Mawlid, also spelled mawlūd or mīlād, in Islam, the birthday of a holy figure, especially the birthday of the Prophet Muhammad (Mawlid al-Nabī). Muhammad’s birthday, arbitrarily fixed by tradition as the 12th day of the month of Rabīʿ al-Awwal—i.e., the day of Muhammad’s death—was not celebrated by the masses of Muslim faithful until about the 13th century. At the end of the 11th century in Egypt, the ruling ShiʿiFāṭimids (descendants of ʿAlī, the fourth caliph and first imam, through his wife Fāṭimah, Muhammad’s daughter) observed four mawlids: those of Muhammad, ʿAlī, Fāṭimah, and the ruling caliph. The festivals, however, were simple processions of court officials, held in daylight hours, that culminated in the recitation of three sermons (khutbahs) in the presence of the caliph.

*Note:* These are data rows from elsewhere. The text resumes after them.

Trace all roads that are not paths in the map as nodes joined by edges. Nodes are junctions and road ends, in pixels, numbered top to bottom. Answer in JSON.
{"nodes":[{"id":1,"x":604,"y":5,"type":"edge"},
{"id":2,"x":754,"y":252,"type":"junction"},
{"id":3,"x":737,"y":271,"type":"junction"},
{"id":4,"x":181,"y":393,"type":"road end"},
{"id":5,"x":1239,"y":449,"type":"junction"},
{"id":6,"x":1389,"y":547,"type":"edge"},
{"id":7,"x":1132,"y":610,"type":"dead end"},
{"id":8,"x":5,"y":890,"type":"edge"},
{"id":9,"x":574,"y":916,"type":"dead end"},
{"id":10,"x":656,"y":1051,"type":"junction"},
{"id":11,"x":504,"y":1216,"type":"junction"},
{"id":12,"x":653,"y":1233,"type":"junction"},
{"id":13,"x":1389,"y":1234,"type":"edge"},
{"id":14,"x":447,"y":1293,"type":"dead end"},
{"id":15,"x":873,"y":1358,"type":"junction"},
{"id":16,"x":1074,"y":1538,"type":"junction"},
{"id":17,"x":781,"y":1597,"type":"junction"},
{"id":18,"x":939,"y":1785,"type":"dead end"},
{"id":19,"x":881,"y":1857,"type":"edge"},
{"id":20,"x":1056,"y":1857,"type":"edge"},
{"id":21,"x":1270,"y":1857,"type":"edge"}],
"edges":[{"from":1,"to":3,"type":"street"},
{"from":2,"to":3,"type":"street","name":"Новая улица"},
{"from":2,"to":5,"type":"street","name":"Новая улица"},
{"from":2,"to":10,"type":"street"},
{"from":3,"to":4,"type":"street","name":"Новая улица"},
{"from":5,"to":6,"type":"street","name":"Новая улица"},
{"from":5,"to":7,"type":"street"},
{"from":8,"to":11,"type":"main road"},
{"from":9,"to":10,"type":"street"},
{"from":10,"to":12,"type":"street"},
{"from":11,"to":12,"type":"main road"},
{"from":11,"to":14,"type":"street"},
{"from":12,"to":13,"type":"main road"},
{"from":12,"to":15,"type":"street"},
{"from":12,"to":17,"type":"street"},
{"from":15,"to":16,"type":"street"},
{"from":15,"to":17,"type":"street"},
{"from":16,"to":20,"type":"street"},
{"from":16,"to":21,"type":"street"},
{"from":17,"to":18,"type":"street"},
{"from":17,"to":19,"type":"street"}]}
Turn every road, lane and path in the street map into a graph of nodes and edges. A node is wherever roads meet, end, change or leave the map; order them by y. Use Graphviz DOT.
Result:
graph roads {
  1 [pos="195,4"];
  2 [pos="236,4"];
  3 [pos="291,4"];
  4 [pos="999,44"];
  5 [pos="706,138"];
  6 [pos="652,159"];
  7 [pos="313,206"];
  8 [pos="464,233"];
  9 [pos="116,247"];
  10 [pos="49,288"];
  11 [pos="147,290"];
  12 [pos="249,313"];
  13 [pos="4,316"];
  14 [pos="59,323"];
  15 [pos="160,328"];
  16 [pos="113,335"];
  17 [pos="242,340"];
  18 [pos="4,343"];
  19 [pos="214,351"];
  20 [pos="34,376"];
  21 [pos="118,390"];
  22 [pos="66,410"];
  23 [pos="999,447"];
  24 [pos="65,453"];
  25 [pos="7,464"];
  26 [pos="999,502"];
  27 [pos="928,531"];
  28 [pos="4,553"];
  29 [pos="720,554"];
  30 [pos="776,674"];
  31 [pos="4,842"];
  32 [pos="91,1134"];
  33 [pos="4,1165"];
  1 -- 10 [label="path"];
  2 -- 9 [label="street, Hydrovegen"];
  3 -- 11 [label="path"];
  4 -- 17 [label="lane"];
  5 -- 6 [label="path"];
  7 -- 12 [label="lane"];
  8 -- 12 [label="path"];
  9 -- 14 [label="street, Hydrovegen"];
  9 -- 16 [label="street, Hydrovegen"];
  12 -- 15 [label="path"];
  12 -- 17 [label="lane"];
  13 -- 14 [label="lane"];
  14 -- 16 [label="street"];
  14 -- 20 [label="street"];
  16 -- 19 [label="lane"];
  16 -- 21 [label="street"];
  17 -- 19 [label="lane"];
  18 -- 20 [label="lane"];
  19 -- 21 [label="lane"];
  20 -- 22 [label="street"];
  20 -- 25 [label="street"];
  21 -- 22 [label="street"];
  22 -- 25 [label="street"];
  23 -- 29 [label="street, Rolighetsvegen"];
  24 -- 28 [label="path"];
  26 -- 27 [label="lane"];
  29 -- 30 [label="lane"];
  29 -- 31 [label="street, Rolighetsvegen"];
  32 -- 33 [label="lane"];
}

The mawlid festival quickly spread throughout the Muslim world, partly because of a contemporary corresponding enthusiasm for Sufism (Islamic mysticism), which allowed Islam to become a personal experience. Even in Arabia, where the Prophet’s birthplace and tomb had been simply the sites of pious but not required pilgrimage, the mawlid celebrations took hold. Many Muslim theologians could not accept the new festivities, however, branding them bidʿahs, innovations possibly leading into sin. Modern fundamentalist Muslims such as the Wahhābiyyah still view the mawlid festivities as idolatrous.


Mawlids continue to be celebrated and have been extended to popular saints and the founders of Sufi brotherhoods. The mawlid poems, which relate Muhammad’s life and virtues, are also widely popular outside the times of regular feasts. Mawlids are also recited in commemoration of deceased relatives.